### Work request
Please give again exactly the lines from the top of the material through the line with "paint.setAntiAlias(true);"; omit each picture.

:: Source material

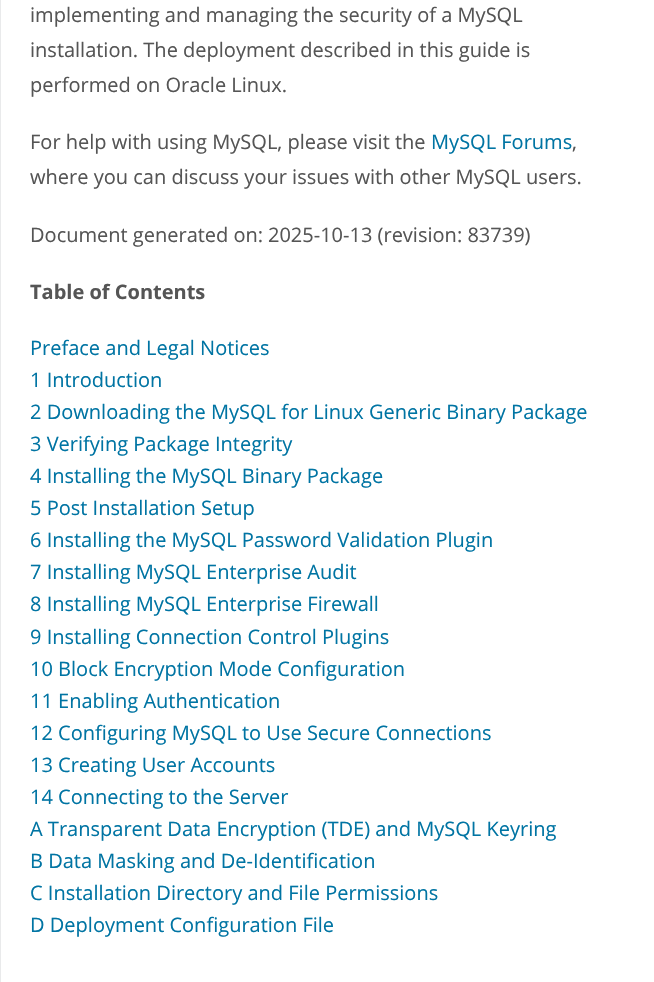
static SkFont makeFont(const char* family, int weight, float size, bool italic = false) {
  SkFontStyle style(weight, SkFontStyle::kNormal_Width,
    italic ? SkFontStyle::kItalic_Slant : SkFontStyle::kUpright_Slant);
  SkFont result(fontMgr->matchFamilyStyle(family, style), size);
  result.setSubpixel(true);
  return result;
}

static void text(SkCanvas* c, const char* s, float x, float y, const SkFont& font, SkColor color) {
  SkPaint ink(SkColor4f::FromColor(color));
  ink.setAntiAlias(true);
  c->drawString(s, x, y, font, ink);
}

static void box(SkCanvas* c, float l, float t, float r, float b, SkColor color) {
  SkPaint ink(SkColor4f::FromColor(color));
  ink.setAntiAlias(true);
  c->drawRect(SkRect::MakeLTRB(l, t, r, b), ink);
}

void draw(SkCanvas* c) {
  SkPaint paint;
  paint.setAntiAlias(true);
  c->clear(0xffffffff);
  box(c, 0, 0, 1, 982, 0xffe9eaeb);
  SkFont face1 = makeFont("Open Sans", 400, 20);
  text(c, "implementing and managing the security of a MySQL", 30, 22, face1, 0xff555555);
  text(c, "installation. The deployment described in this guide is", 30, 57, face1, 0xff555555);
  text(c, "performed on Oracle Linux.", 30, 92, face1, 0xff555555);
  text(c, "For help with using MySQL, please visit the", 30, 149, face1, 0xff555555);
  text(c, "MySQL Forums", 431, 149, face1, 0xff0074a3);
  text(c, ",", 572, 149, face1, 0xff555555);
  text(c, "where you can discuss your issues with other MySQL users.", 30, 184, face1, 0xff555555);
  text(c, "Document generated on:", 30, 242, face1, 0xff555555);
  text(c, "2025-10-13 (revision: 83739)", 268, 242, face1, 0xff555555);
  SkFont face2 = makeFont("Open Sans", 700, 20);
  text(c, "Table of Contents", 30, 299, face2, 0xff555555);
  text(c, "Preface and Legal Notices", 30, 355, face1, 0xff0074a3);
  text(c, "1 Introduction", 30, 387, face1, 0xff0074a3);
  text(c, "2 Downloading the MySQL for Linux Generic Binary Package", 30, 419, face1, 0xff0074a3);
  text(c, "3 Verifying Package Integrity", 30, 451, face1, 0xff0074a3);
  text(c, "4 Installing the MySQL Binary Package", 30, 483, face1, 0xff0074a3);
  text(c, "5 Post Installation Setup", 30, 515, face1, 0xff0074a3);
  text(c, "6 Installing the MySQL Password Validation Plugin", 30, 547, face1, 0xff0074a3);
  text(c, "7 Installing MySQL Enterprise Audit", 30, 579, face1, 0xff0074a3);
  text(c, "8 Installing MySQL Enterprise Firewall", 30, 611, face1, 0xff0074a3);
  text(c, "9 Installing Connection Control Plugins", 30, 644, face1, 0xff0074a3);
  text(c, "10 Block Encryption Mode Configuration", 30, 676, face1, 0xff0074a3);
  text(c, "11 Enabling Authentication", 30, 708, face1, 0xff0074a3);
  text(c, "12 Configuring MySQL to Use Secure Connections", 30, 740, face1, 0xff0074a3);
  text(c, "13 Creating User Accounts", 30, 772, face1, 0xff0074a3);
  text(c, "14 Connecting to the Server", 30, 804, face1, 0xff0074a3);
  text(c, "A Transparent Data Encryption (TDE) and MySQL Keyring", 30, 836, face1, 0xff0074a3);
  text(c, "B Data Masking and De-Identification", 30, 868, face1, 0xff0074a3);
  text(c, "C Installation Directory and File Permissions", 30, 900, face1, 0xff0074a3);
  text(c, "D Deployment Configuration File", 30, 932, face1, 0xff0074a3);
}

::::

### Answer to this exercise
static SkFont makeFont(const char* family, int weight, float size, bool italic = false) {
  SkFontStyle style(weight, SkFontStyle::kNormal_Width,
    italic ? SkFontStyle::kItalic_Slant : SkFontStyle::kUpright_Slant);
  SkFont result(fontMgr->matchFamilyStyle(family, style), size);
  result.setSubpixel(true);
  return result;
}

static void text(SkCanvas* c, const char* s, float x, float y, const SkFont& font, SkColor color) {
  SkPaint ink(SkColor4f::FromColor(color));
  ink.setAntiAlias(true);
  c->drawString(s, x, y, font, ink);
}

static void box(SkCanvas* c, float l, float t, float r, float b, SkColor color) {
  SkPaint ink(SkColor4f::FromColor(color));
  ink.setAntiAlias(true);
  c->drawRect(SkRect::MakeLTRB(l, t, r, b), ink);
}

void draw(SkCanvas* c) {
  SkPaint paint;
  paint.setAntiAlias(true);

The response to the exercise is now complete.